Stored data
★ ★ ★ ★ ★
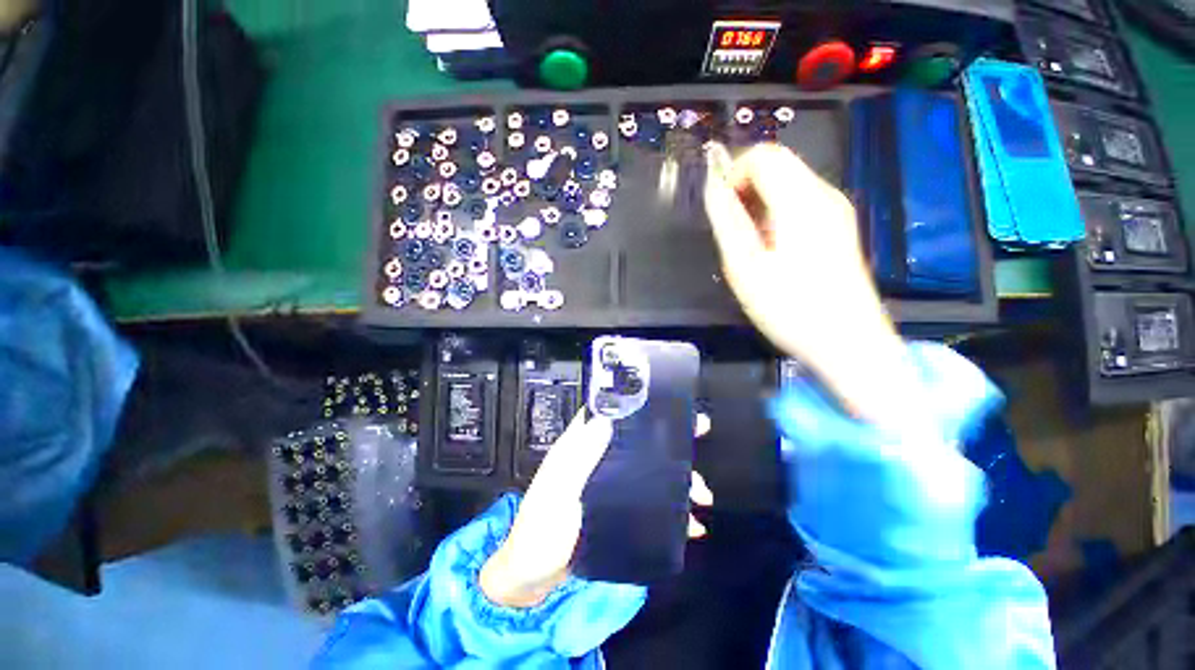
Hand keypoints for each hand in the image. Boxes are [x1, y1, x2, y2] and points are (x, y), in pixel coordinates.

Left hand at [479, 411, 712, 608]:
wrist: (533, 580)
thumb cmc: (541, 531)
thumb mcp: (557, 492)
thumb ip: (578, 458)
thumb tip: (605, 420)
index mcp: (579, 447)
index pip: (608, 413)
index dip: (634, 403)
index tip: (665, 399)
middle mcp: (598, 460)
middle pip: (638, 440)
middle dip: (668, 439)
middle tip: (697, 434)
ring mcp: (610, 486)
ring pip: (650, 471)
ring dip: (678, 479)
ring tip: (702, 494)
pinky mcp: (619, 511)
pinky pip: (651, 503)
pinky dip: (673, 511)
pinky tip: (692, 525)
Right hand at [703, 143, 923, 426]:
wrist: (849, 343)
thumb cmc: (791, 308)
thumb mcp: (745, 267)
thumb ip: (727, 222)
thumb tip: (712, 188)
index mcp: (801, 200)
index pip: (764, 155)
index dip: (732, 173)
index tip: (719, 209)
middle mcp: (824, 194)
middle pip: (778, 163)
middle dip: (744, 187)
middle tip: (730, 229)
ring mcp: (836, 210)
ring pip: (788, 183)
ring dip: (758, 202)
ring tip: (747, 244)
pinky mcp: (838, 227)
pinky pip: (799, 202)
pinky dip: (774, 213)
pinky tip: (769, 248)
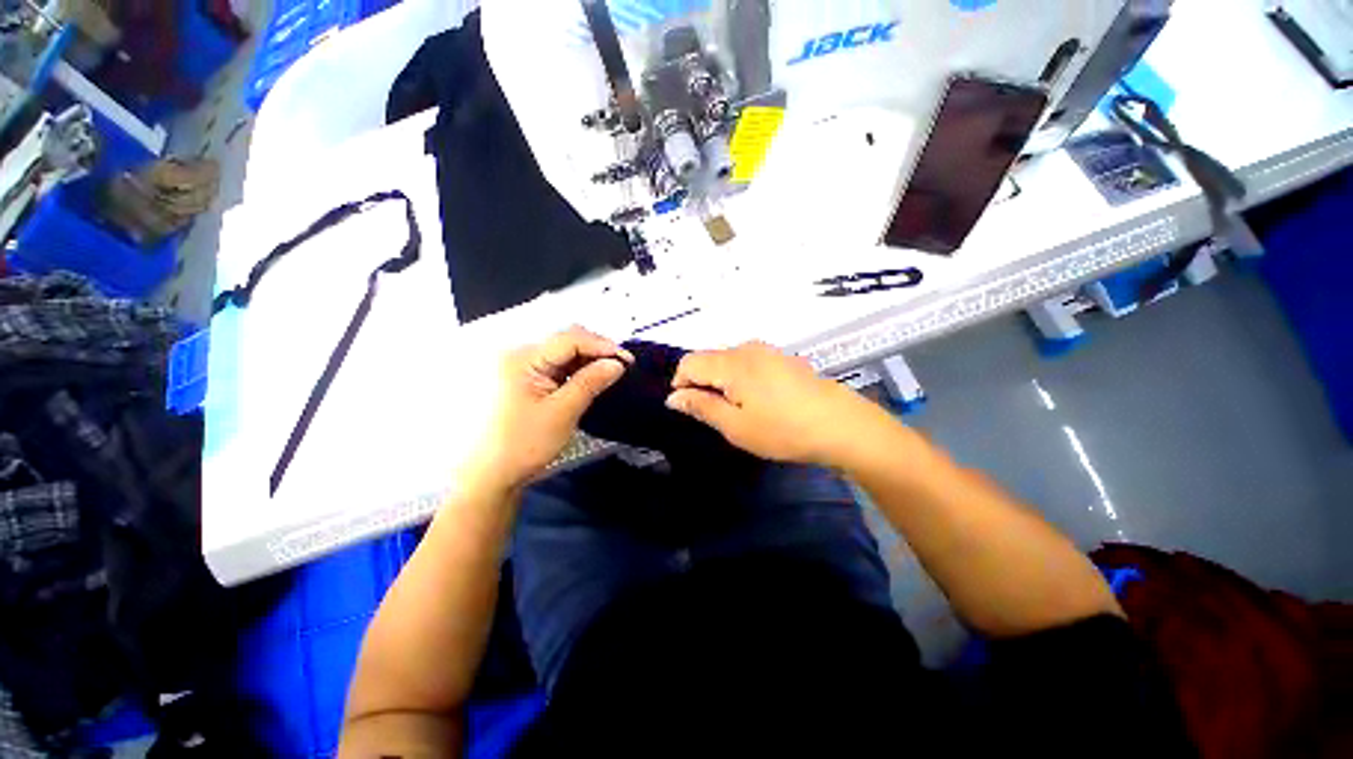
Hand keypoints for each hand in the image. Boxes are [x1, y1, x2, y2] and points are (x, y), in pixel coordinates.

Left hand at [468, 327, 631, 492]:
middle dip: (596, 350)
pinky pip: (554, 365)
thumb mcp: (562, 412)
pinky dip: (574, 370)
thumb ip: (590, 382)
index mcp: (521, 358)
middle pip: (565, 340)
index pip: (569, 339)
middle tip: (621, 366)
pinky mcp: (522, 378)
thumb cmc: (523, 445)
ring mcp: (518, 366)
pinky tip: (589, 379)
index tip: (628, 360)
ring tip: (609, 373)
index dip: (602, 345)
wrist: (489, 476)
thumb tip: (617, 363)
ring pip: (561, 352)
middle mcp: (517, 354)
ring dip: (587, 360)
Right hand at [666, 342, 886, 466]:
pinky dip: (740, 378)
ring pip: (728, 360)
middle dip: (702, 383)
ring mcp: (767, 351)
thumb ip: (701, 407)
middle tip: (715, 414)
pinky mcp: (782, 358)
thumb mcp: (735, 426)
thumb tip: (673, 397)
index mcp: (731, 363)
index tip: (691, 409)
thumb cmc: (782, 430)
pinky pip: (748, 362)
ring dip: (722, 381)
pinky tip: (758, 400)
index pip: (689, 362)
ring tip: (737, 410)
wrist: (841, 425)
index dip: (681, 384)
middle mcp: (747, 348)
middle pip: (708, 358)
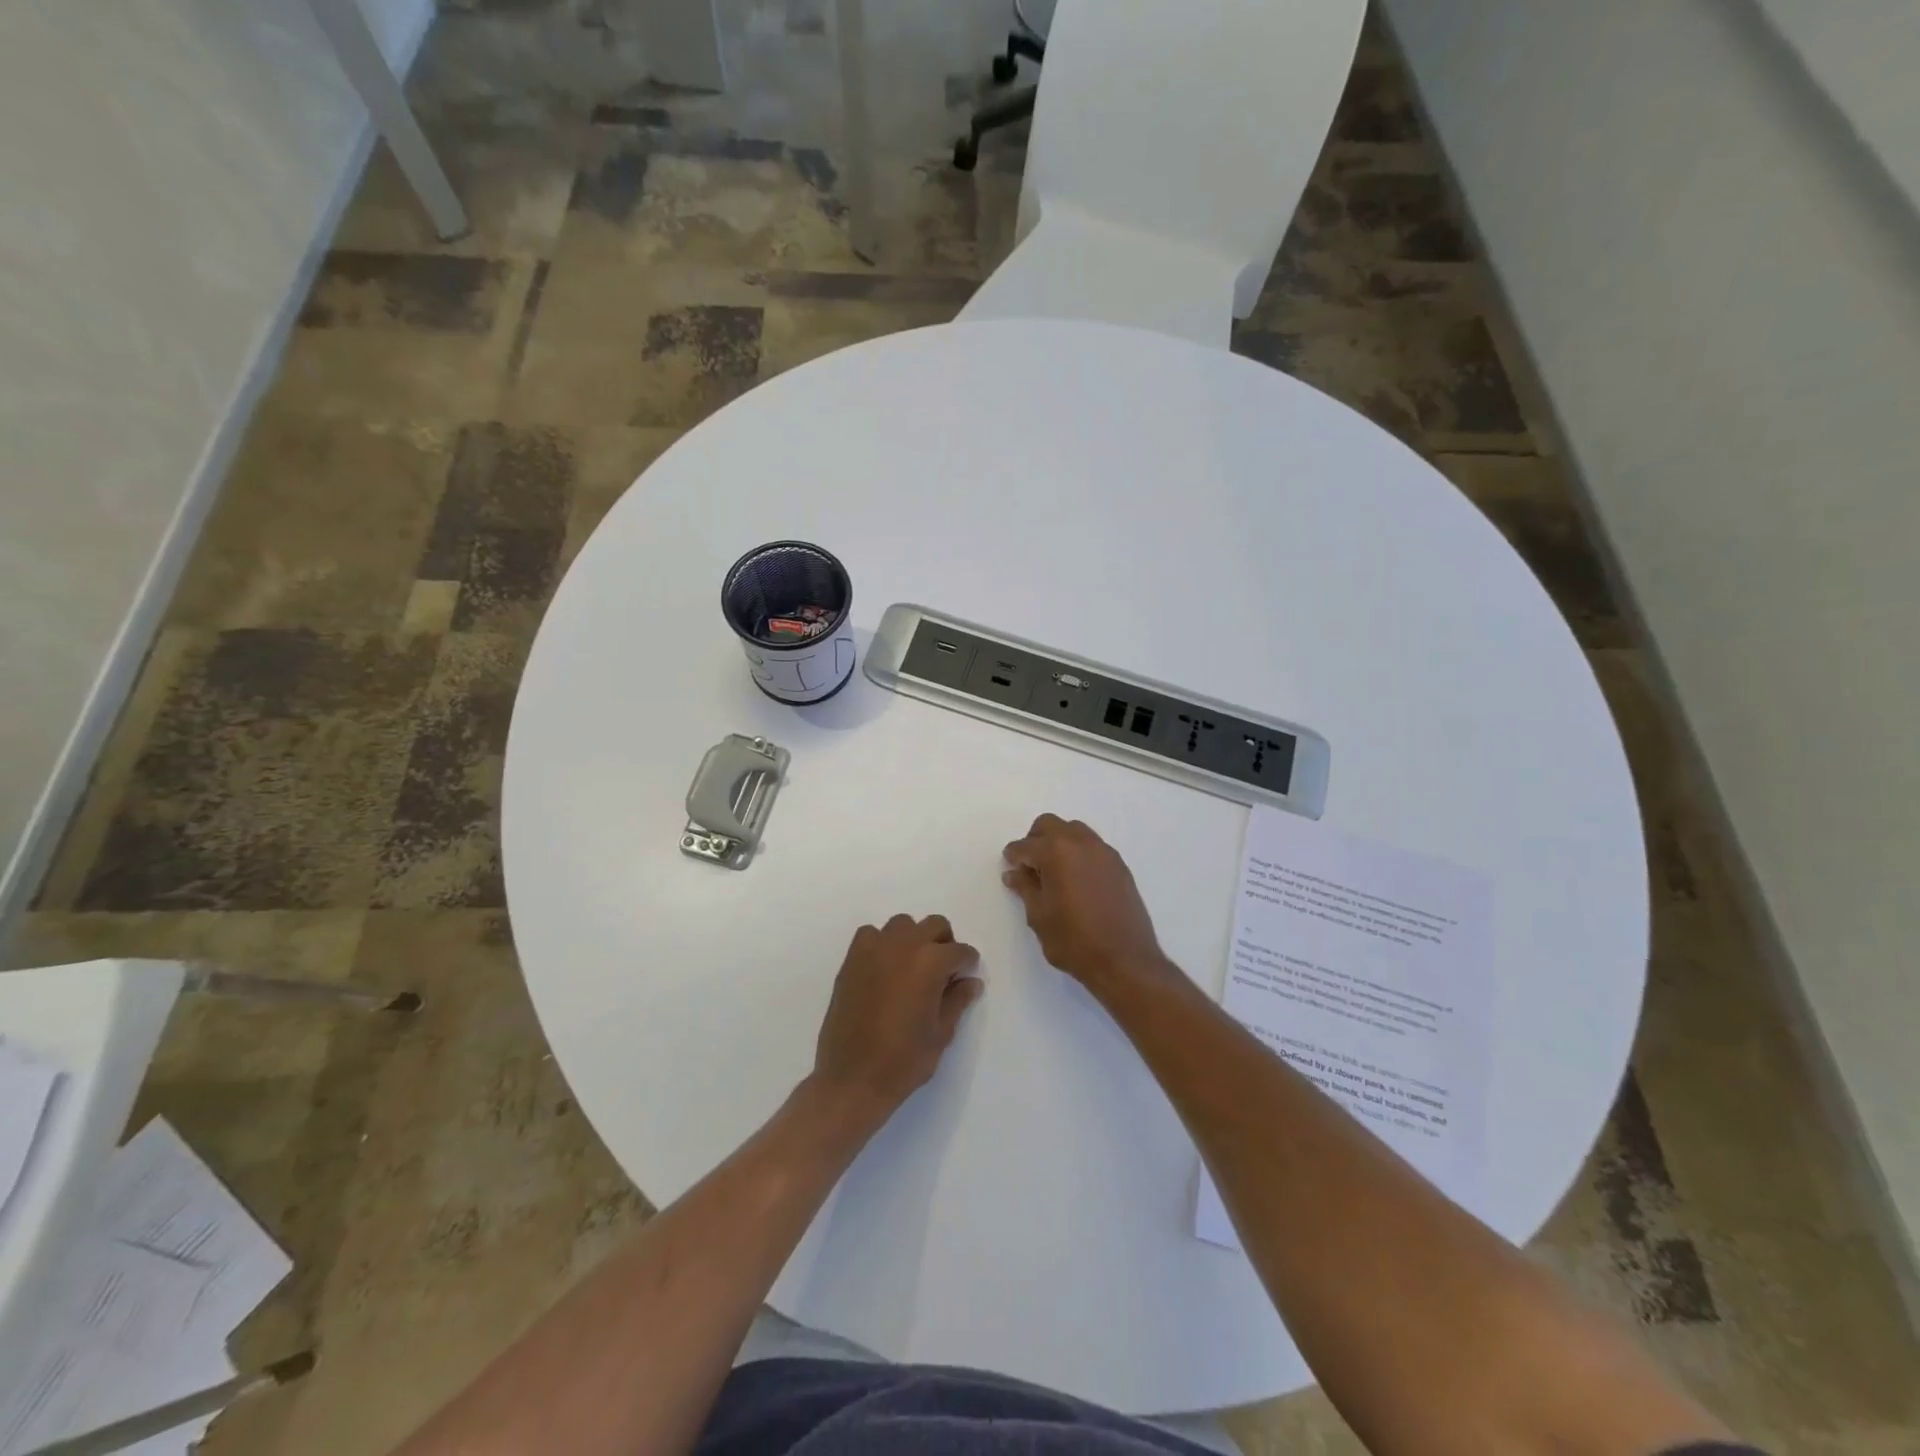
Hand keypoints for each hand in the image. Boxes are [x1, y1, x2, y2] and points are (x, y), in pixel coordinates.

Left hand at [811, 914, 982, 1129]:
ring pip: (903, 925)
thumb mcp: (941, 1033)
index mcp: (930, 963)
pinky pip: (871, 935)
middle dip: (945, 944)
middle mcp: (904, 946)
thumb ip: (957, 1000)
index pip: (960, 951)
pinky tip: (884, 968)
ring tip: (913, 968)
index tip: (966, 976)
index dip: (967, 964)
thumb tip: (970, 981)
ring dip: (914, 939)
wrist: (852, 1079)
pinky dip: (882, 943)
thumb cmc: (903, 1061)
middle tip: (943, 972)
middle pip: (934, 926)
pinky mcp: (851, 959)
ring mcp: (874, 949)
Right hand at [1002, 814, 1167, 989]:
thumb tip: (1014, 873)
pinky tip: (1076, 880)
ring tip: (1054, 873)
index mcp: (1056, 852)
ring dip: (1059, 843)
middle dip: (1034, 841)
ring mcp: (1104, 852)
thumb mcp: (1039, 916)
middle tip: (1030, 867)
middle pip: (1049, 825)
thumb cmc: (1074, 941)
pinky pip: (1092, 846)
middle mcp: (1081, 842)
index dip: (1013, 856)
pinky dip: (1079, 853)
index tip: (1009, 867)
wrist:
★ ★ ★ ★ ★
### About this task
Looking at the data above, return every line from the one with "pinky mcp: (619, 511)" down to the one with "pinky dip: (774, 213)", exactly and inclusively.

### Response
pinky mcp: (619, 511)
pinky pip: (651, 503)
pinky dip: (673, 511)
pinky tip: (692, 525)
Right hand at [703, 143, 923, 426]:
wrist: (849, 343)
thumb cmc: (791, 308)
thumb mcp: (745, 267)
thumb ip: (727, 222)
thumb tip: (712, 188)
index mcp: (801, 200)
index pip: (764, 155)
index dip: (732, 173)
index tip: (719, 209)
middle mcp: (824, 194)
middle pip: (778, 163)
middle dip: (744, 187)
middle tip: (730, 229)
ring mcp: (836, 210)
ring pip: (788, 183)
ring dip: (758, 202)
ring tip: (747, 244)
pinky mcp: (838, 227)
pinky pip: (799, 202)
pinky dip: (774, 213)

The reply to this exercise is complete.